§ **YOUR OBJECTIVE**
Please copy every record below exactly, leaving out the pictures.

(STUDY MATERIAL)

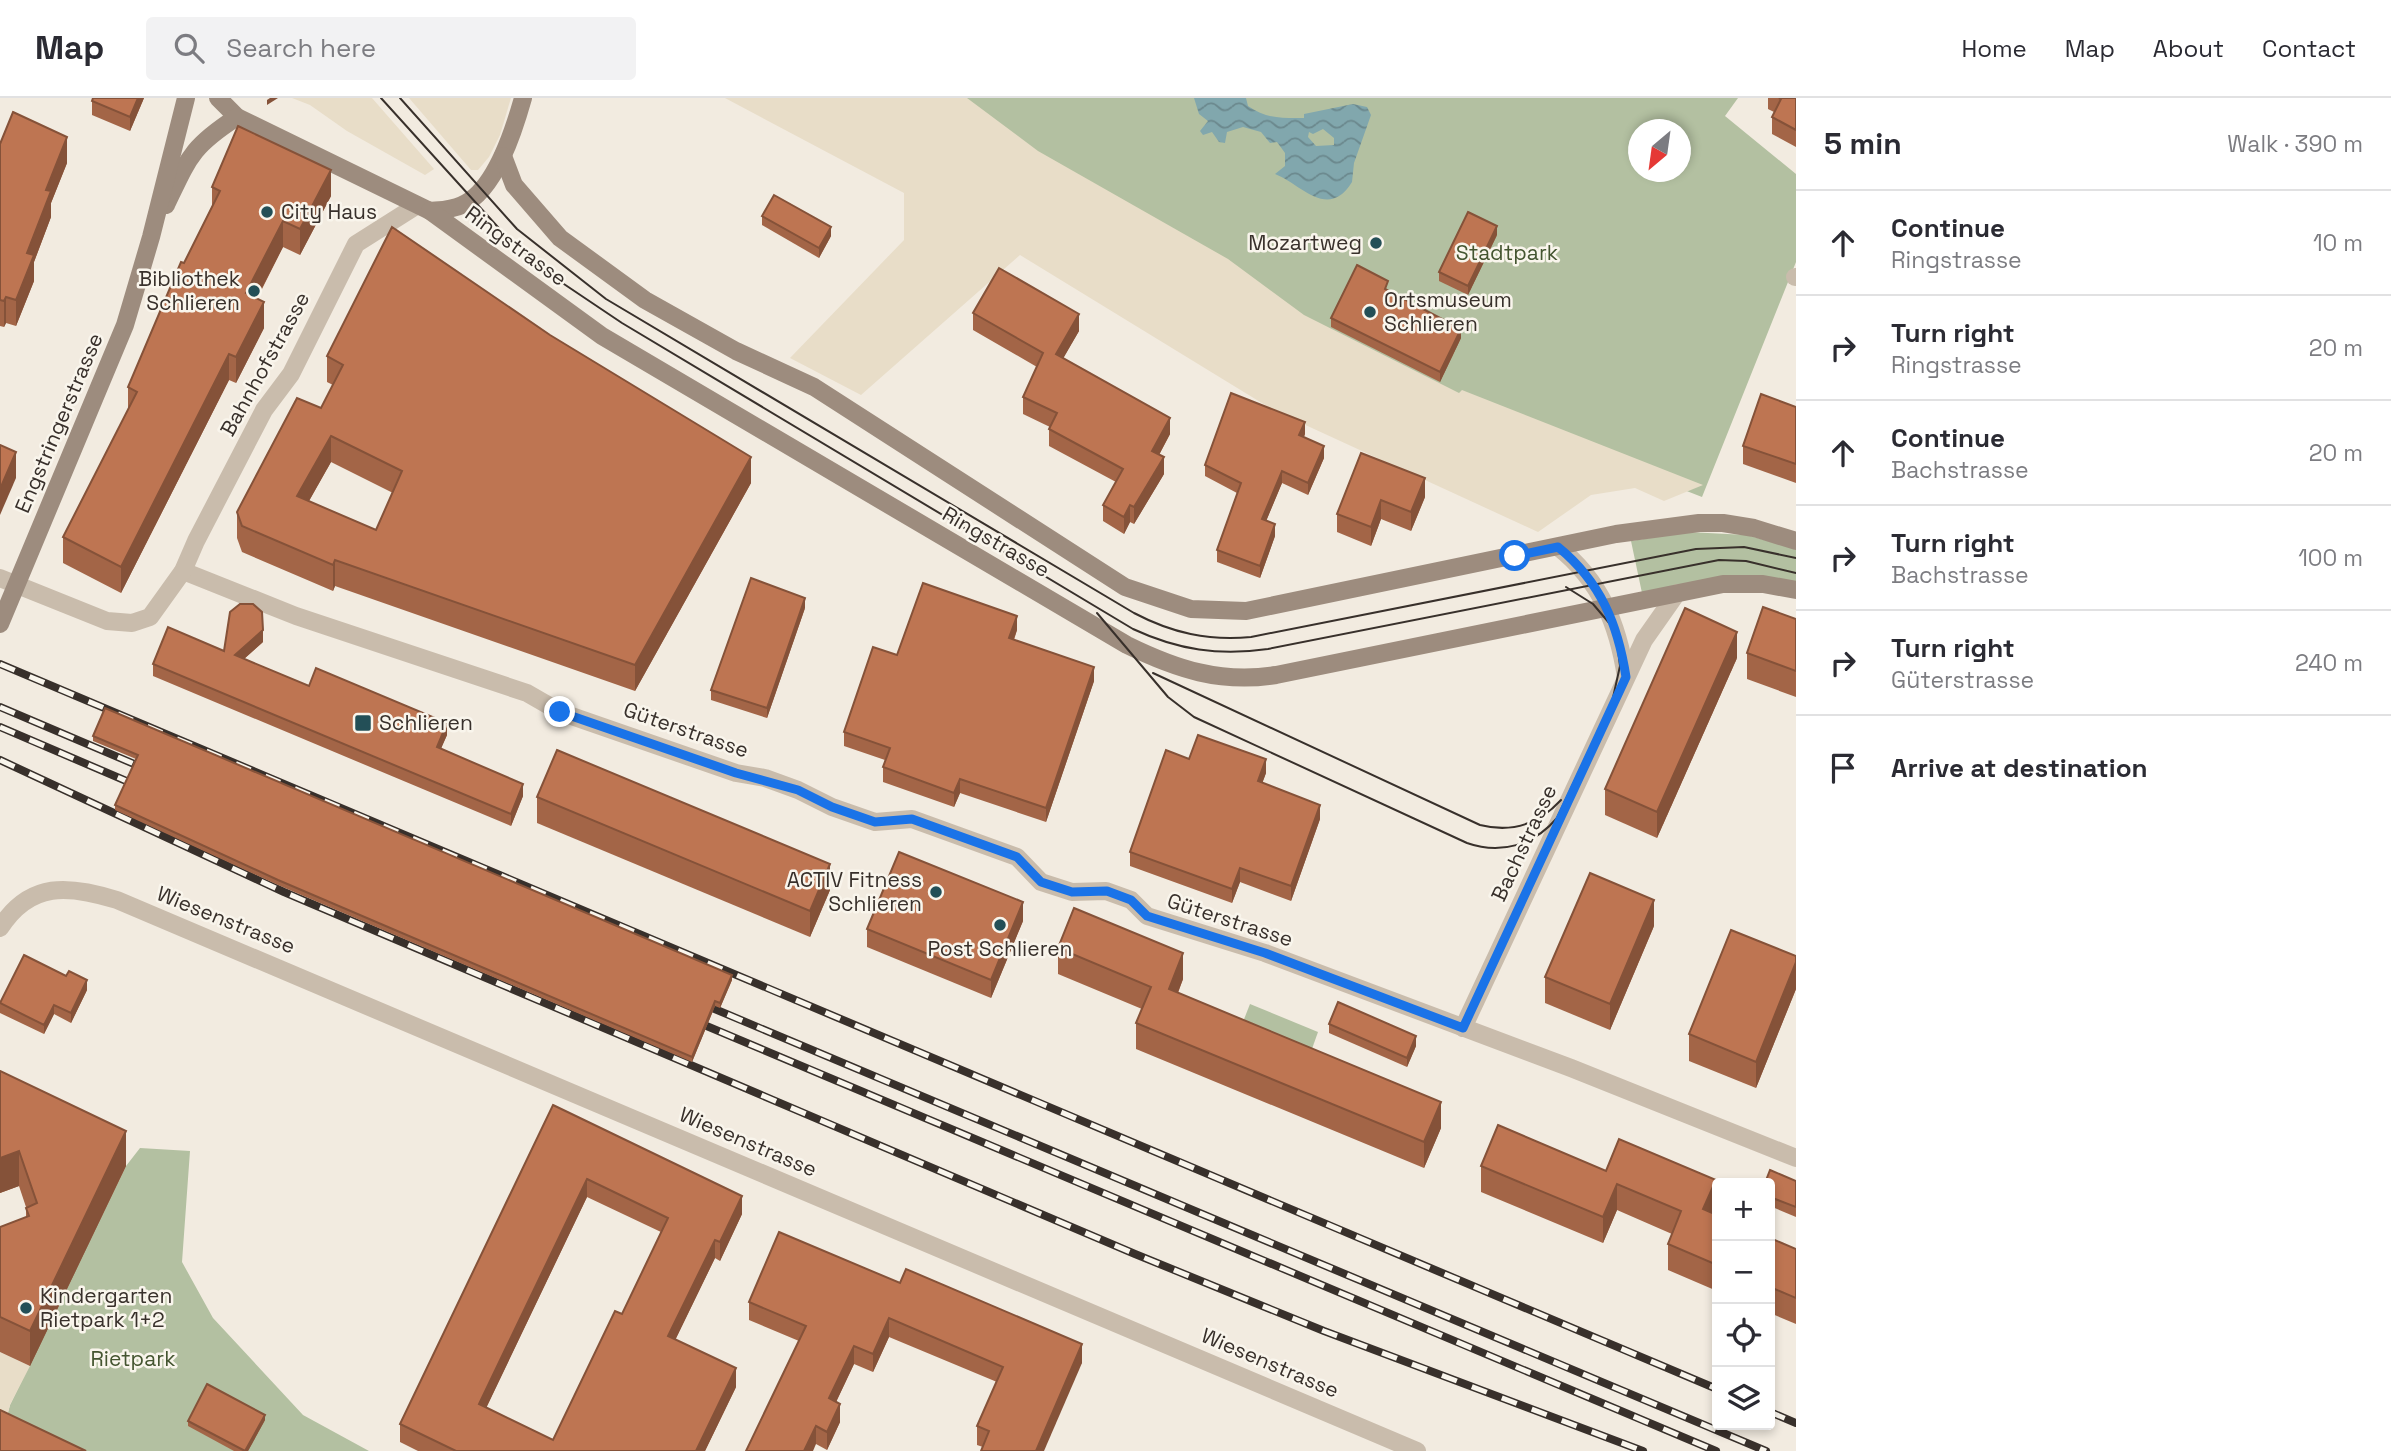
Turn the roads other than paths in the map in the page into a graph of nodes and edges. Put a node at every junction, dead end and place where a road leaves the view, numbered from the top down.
1 (186, 98) edge
2 (218, 98) edge
3 (523, 98) edge
4 (237, 117) junction
5 (503, 156) junction
6 (423, 209) junction
7 (151, 237) junction
8 (1796, 541) edge
9 (1558, 547) junction
10 (183, 571) junction
11 (0, 578) edge
12 (1796, 590) edge
13 (1677, 593) junction
14 (1607, 609) junction
15 (0, 624) edge
16 (1626, 677) junction
17 (0, 928) edge
18 (1463, 1028) junction
19 (1796, 1158) edge
20 (1417, 1451) edge

1 - 7 main road, Engstringerstrasse
2 - 4 main road, Ringstrasse
3 - 5 main road, Ringstrasse
4 - 6 main road, Ringstrasse
4 - 7 main road, Engstringerstrasse
5 - 6 main road, Ringstrasse
5 - 9 main road, Ringstrasse
6 - 10 street, Bahnhofstrasse
6 - 14 main road, Ringstrasse
7 - 15 main road, Engstringerstrasse
8 - 9 main road, Ringstrasse
9 - 14 street
10 - 11 street, Bahnhofstrasse
10 - 18 street, Güterstrasse
12 - 13 main road, Ringstrasse
13 - 14 main road, Ringstrasse
13 - 16 street, Bachstrasse
14 - 16 street
16 - 18 street, Bachstrasse
17 - 20 street, Wiesenstrasse
18 - 19 street, Güterstrasse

(End STUDY MATERIAL)

§ **YOUR RESPONSE**
Turn the roads other than paths in the map in the page into a graph of nodes and edges. Put a node at every junction, dead end and place where a road leaves the view, numbered from the top down.
1 (186, 98) edge
2 (218, 98) edge
3 (523, 98) edge
4 (237, 117) junction
5 (503, 156) junction
6 (423, 209) junction
7 (151, 237) junction
8 (1796, 541) edge
9 (1558, 547) junction
10 (183, 571) junction
11 (0, 578) edge
12 (1796, 590) edge
13 (1677, 593) junction
14 (1607, 609) junction
15 (0, 624) edge
16 (1626, 677) junction
17 (0, 928) edge
18 (1463, 1028) junction
19 (1796, 1158) edge
20 (1417, 1451) edge

1 - 7 main road, Engstringerstrasse
2 - 4 main road, Ringstrasse
3 - 5 main road, Ringstrasse
4 - 6 main road, Ringstrasse
4 - 7 main road, Engstringerstrasse
5 - 6 main road, Ringstrasse
5 - 9 main road, Ringstrasse
6 - 10 street, Bahnhofstrasse
6 - 14 main road, Ringstrasse
7 - 15 main road, Engstringerstrasse
8 - 9 main road, Ringstrasse
9 - 14 street
10 - 11 street, Bahnhofstrasse
10 - 18 street, Güterstrasse
12 - 13 main road, Ringstrasse
13 - 14 main road, Ringstrasse
13 - 16 street, Bachstrasse
14 - 16 street
16 - 18 street, Bachstrasse
17 - 20 street, Wiesenstrasse
18 - 19 street, Güterstrasse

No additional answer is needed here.